None of these differences make voluntary law less economically feasible or less likely than open-source software development. On the contrary, the anticipated tendency for voluntarily selected legal codes to stabilize and simplify, and the lack of need for special technical skills, suggests that the long term economic costs of code development for voluntary law will be much less than for open-source code development. Conceivably, well-developed and diverse sets of voluntary laws can be developed for the entire world, and translated into numerous languages, for much less than the combined total of open source projects active today; perhaps even for less than a single large international open-source coding project. The reason it has not happened is because people do not believe that writing and publishing personal codes of honor has any useful value. The thought of everybody picking their own law is too new and too strange of a concept. Very few people have ever considered the possibility, and few that do think it a useful idea. But once voluntary law has been convincingly demonstrated, and its utility is proven, voluntary law can be adopted very rapidly. The economic barriers to widespread adoption are practically nil.Coding Freedom

No prior system makes personal sovereignty the basis for law making, assigning all authority and responsibility to the individual. Whatever each person chooses is their own law, to be applied to their own conduct.

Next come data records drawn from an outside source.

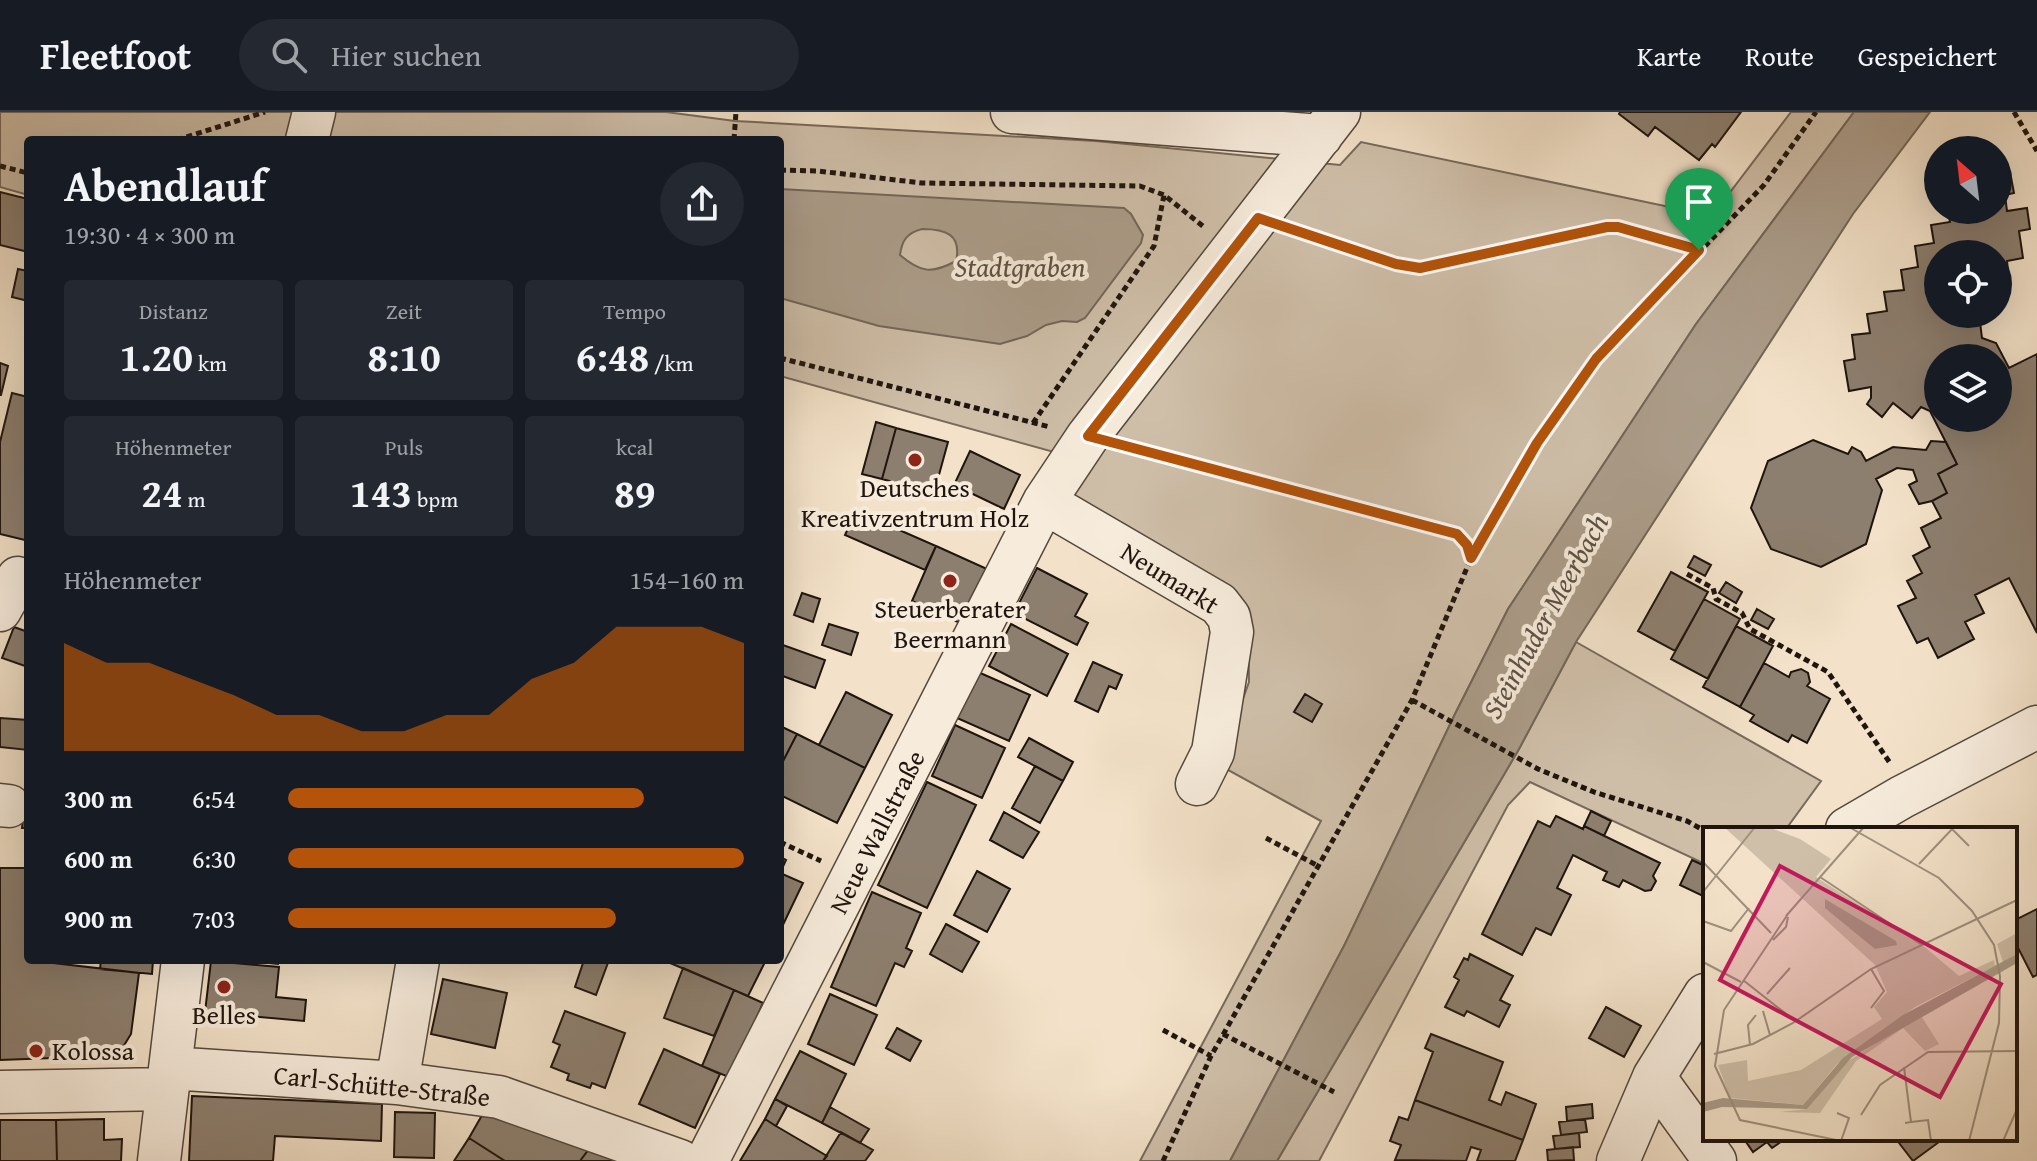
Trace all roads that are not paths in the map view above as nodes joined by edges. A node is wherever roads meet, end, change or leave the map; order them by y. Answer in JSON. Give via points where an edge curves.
{"nodes":[{"id":1,"x":314,"y":112,"type":"edge"},
{"id":2,"x":1012,"y":112,"type":"edge"},
{"id":3,"x":1330,"y":124,"type":"edge"},
{"id":4,"x":308,"y":136,"type":"edge"},
{"id":5,"x":1044,"y":502,"type":"junction"},
{"id":6,"x":2037,"y":727,"type":"edge"},
{"id":7,"x":1197,"y":784,"type":"dead end"},
{"id":8,"x":1850,"y":827,"type":"edge"},
{"id":9,"x":182,"y":964,"type":"edge"},
{"id":10,"x":417,"y":964,"type":"edge"},
{"id":11,"x":1703,"y":998,"type":"edge"},
{"id":12,"x":1654,"y":1077,"type":"junction"},
{"id":13,"x":168,"y":1078,"type":"junction"},
{"id":14,"x":397,"y":1083,"type":"junction"},
{"id":15,"x":0,"y":1092,"type":"edge"},
{"id":16,"x":159,"y":1161,"type":"edge"},
{"id":17,"x":680,"y":1161,"type":"edge"},
{"id":18,"x":707,"y":1161,"type":"edge"},
{"id":19,"x":1618,"y":1161,"type":"edge"},
{"id":20,"x":1715,"y":1161,"type":"edge"}],
"edges":[{"from":1,"to":4,"type":"street"},
{"from":2,"to":3,"type":"street"},
{"from":3,"to":5,"type":"street","name":"Neue Wallstraße","via":[[1088,436]]},
{"from":5,"to":7,"type":"street","name":"Neumarkt","via":[[1227,612],[1232,632],[1213,752]]},
{"from":5,"to":18,"type":"street","name":"Neue Wallstraße"},
{"from":6,"to":8,"type":"street"},
{"from":9,"to":13,"type":"street"},
{"from":10,"to":14,"type":"street"},
{"from":11,"to":12,"type":"street"},
{"from":12,"to":19,"type":"street"},
{"from":12,"to":20,"type":"street"},
{"from":13,"to":14,"type":"street","name":"Carl-Schütte-Straße","via":[[249,1072]]},
{"from":13,"to":15,"type":"street","name":"Carl-Schütte-Straße"},
{"from":13,"to":16,"type":"street"},
{"from":14,"to":17,"type":"street","name":"Carl-Schütte-Straße","via":[[499,1097]]}]}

This is not a boast made on behalf of voluntary law. It is a check on your reading comprehension. At most, prior voluntary associations require voluntary delegation of law making power to some subset of the association, e.g., a majority of members, a committee, a founder, or group of elders. Voluntary law is revolutionary in that aspect of declaring each person sovereign over herself, and only herself. In another aspect, voluntary law is evolutionary and firmly rooted in the past. It freely permits and will make use of rules and methods for dispute resolution and due process of law that have proven useful through the ages, while making use of newer developments such as open-source coding and encrypted public registries such as block chain (Bitcoin) technology. It is new, but not that different.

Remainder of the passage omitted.